Вышеприведенное обсуждение должно было выполнить две важные задачи. Первая состояла в том, чтобы показать, каким образом понятие объекта по своему происхождению связано с понятием реальности очень правильным образом – не как эквивалент (counterpart) реальности, а как ее специфическая подобласть. (Мы могли бы, возможно, сказать, что область объективности, по-видимому, является подмножеством реальности, а не дополнением к ней. Этот образ – не просто иллюстрация, поскольку, если бы объективность была дополнением реальности, нам пришлось бы определить общую область, по отношению к которой эти два множества были бы взаимно дополнительными, и это множество было бы либо «нереальным», либо «сверхреальным» – и в любом случае чем-то загадочным[84 - Мы могли бы точнее выразить эту мысль, сказав, что понятие объективности явно эпистемологично и отражается в онтологии в том смысле, что некоторые части или аспекты реальности характеризуются своей «субъективностью», а другие – «объективностью». Это отражается в том, что (как мы уже видели) понятие объекта предполагает понятие субъекта и наоборот, поскольку объект есть то, на что ссылается субъект, а субъект есть то, что ссылается на объект.].)

Вторая связана с тем, что мы обнаружили причину, по которой субъективность получила такую плохую репутацию. Собственно говоря, мы привыкли думать, что нужно избегать субъективных суждений, оценок и т. д. Однако никакой ясной причины для этого обычно не выдвигается. Но если проведенный выше анализ верен, мы видим, что неявной причиной является то, что субъективность считается слишком слабой гарантией реальности (в ее «правильном» смысле).
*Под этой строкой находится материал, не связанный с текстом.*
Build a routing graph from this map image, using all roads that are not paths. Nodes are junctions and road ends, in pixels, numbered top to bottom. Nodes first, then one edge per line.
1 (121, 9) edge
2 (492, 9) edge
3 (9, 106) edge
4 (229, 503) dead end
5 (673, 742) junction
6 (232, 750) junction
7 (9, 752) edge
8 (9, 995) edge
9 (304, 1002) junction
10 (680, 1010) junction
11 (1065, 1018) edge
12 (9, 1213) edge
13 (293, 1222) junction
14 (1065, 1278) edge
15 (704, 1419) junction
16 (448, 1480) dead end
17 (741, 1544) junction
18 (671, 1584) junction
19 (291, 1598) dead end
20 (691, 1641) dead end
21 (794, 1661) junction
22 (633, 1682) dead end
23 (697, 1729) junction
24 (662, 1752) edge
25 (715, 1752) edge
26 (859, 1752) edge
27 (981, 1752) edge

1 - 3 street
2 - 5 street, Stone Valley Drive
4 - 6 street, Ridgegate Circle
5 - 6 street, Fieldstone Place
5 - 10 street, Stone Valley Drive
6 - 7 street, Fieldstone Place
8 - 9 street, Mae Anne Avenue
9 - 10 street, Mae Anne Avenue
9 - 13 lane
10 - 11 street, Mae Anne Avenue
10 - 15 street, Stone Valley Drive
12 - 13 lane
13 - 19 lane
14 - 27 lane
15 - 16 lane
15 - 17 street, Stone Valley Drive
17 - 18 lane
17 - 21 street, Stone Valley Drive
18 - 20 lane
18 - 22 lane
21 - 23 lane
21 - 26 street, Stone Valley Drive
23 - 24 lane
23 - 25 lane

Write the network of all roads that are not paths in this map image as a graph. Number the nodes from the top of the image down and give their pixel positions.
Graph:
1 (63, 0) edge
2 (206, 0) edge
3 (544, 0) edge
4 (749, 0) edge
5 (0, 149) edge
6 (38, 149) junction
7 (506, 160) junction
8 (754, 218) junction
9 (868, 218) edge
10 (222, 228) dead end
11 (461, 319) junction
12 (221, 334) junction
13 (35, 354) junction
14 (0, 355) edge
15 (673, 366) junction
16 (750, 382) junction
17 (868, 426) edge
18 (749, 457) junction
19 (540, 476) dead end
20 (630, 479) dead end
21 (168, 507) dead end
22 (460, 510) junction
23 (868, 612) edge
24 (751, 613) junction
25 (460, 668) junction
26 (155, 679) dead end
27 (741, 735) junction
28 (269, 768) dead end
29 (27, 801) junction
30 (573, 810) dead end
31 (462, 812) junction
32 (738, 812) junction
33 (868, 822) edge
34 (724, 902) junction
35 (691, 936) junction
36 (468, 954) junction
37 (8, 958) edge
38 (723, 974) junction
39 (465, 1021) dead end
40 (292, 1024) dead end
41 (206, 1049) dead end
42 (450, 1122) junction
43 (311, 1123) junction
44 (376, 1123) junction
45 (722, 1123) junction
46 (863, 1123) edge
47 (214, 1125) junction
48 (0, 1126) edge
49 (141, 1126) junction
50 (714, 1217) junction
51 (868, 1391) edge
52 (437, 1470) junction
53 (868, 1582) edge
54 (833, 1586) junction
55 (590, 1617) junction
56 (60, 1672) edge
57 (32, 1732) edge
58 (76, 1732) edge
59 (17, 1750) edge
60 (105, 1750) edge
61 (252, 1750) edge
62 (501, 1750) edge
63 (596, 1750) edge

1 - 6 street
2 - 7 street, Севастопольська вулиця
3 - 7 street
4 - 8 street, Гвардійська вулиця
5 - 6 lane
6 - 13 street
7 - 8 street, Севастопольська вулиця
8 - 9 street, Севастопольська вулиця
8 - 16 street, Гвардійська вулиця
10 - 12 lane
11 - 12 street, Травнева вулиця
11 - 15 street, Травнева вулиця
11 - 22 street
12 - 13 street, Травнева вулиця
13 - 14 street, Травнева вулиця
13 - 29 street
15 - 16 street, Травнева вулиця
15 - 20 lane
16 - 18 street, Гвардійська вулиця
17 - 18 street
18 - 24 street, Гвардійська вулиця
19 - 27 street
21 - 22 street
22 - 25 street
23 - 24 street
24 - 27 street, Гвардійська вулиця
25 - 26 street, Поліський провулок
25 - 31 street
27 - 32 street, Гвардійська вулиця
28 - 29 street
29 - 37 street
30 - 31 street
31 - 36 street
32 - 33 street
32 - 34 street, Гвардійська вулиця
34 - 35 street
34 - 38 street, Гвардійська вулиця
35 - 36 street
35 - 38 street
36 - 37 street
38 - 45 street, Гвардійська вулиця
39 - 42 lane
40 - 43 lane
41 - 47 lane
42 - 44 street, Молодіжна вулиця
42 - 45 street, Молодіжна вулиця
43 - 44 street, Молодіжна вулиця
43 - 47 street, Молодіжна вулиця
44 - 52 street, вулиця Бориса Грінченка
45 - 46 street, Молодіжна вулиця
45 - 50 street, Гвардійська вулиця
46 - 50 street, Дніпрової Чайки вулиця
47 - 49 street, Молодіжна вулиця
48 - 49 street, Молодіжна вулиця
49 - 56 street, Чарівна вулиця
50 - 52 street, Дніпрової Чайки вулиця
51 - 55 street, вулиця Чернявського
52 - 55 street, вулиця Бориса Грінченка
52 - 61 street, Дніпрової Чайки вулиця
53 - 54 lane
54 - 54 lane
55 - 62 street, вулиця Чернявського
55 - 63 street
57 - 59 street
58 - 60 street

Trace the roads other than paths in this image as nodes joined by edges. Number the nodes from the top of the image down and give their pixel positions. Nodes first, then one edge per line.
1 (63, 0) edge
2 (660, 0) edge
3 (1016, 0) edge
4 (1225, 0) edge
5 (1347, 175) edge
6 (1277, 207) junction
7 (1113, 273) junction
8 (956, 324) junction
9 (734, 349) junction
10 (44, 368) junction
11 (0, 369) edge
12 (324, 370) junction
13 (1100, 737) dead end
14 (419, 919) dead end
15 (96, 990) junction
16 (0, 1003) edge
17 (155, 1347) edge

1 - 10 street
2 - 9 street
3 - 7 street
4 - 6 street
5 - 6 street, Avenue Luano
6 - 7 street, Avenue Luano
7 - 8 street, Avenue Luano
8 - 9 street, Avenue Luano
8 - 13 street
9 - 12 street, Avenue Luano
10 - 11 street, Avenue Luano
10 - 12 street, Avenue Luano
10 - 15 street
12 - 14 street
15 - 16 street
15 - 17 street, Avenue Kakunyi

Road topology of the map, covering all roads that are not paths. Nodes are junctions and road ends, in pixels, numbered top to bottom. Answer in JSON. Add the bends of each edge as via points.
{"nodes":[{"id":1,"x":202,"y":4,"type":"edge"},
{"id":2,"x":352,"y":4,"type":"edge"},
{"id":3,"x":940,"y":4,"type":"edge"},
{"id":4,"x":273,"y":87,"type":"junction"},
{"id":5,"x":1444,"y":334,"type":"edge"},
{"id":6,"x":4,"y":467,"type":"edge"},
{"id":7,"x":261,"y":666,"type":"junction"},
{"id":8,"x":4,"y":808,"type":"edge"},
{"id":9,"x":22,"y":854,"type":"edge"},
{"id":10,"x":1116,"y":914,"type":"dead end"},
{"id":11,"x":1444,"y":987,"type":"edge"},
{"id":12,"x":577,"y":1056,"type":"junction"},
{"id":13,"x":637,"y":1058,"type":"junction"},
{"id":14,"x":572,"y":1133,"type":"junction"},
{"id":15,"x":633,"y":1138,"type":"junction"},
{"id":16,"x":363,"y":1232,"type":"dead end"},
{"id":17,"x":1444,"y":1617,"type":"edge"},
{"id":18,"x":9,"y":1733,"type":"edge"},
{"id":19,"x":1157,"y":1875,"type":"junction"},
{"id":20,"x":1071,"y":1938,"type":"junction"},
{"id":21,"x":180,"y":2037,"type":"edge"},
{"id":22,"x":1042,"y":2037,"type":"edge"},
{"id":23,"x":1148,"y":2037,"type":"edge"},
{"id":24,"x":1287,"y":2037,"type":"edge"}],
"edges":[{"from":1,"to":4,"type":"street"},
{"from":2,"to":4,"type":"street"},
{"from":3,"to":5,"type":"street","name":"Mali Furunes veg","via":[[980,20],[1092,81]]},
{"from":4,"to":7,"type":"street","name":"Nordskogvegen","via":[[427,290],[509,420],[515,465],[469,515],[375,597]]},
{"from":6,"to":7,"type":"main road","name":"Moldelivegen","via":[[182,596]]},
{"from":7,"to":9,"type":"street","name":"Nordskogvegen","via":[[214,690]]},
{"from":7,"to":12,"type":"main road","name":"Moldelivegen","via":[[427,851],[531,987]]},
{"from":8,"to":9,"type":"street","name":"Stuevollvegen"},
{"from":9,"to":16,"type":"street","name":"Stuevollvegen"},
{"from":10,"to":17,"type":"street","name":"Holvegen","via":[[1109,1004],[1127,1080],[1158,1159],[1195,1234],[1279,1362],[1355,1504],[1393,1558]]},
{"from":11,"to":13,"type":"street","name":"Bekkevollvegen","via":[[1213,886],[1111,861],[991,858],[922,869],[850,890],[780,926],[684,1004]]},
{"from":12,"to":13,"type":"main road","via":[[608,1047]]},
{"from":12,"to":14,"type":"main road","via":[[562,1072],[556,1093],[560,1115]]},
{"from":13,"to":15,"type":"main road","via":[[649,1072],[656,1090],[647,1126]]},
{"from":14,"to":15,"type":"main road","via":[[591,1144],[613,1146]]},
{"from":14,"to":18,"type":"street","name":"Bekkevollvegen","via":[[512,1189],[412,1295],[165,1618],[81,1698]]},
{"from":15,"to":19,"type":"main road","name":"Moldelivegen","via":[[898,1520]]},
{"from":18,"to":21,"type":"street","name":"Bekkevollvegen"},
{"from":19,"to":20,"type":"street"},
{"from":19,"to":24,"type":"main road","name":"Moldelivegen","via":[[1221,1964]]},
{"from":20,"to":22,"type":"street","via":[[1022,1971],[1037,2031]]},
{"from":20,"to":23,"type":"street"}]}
Теперь мы можем подойти ближе к сути нашего вопроса. Во-первых, в ходе нашего анализа мы обнаружили, что две знакомые характеристики – интерсубъективность и инвариантность – служат базовыми структурными признаками объективности, поскольку мы признали объективными только те черты реальности, которые одинаковы (инвариантны) для разных субъектов (интерсубъективны). Но в этих двух понятиях есть гораздо больше, чем это казалось в начале нашего обсуждения, когда они были просто следствиями «принципа Парменида».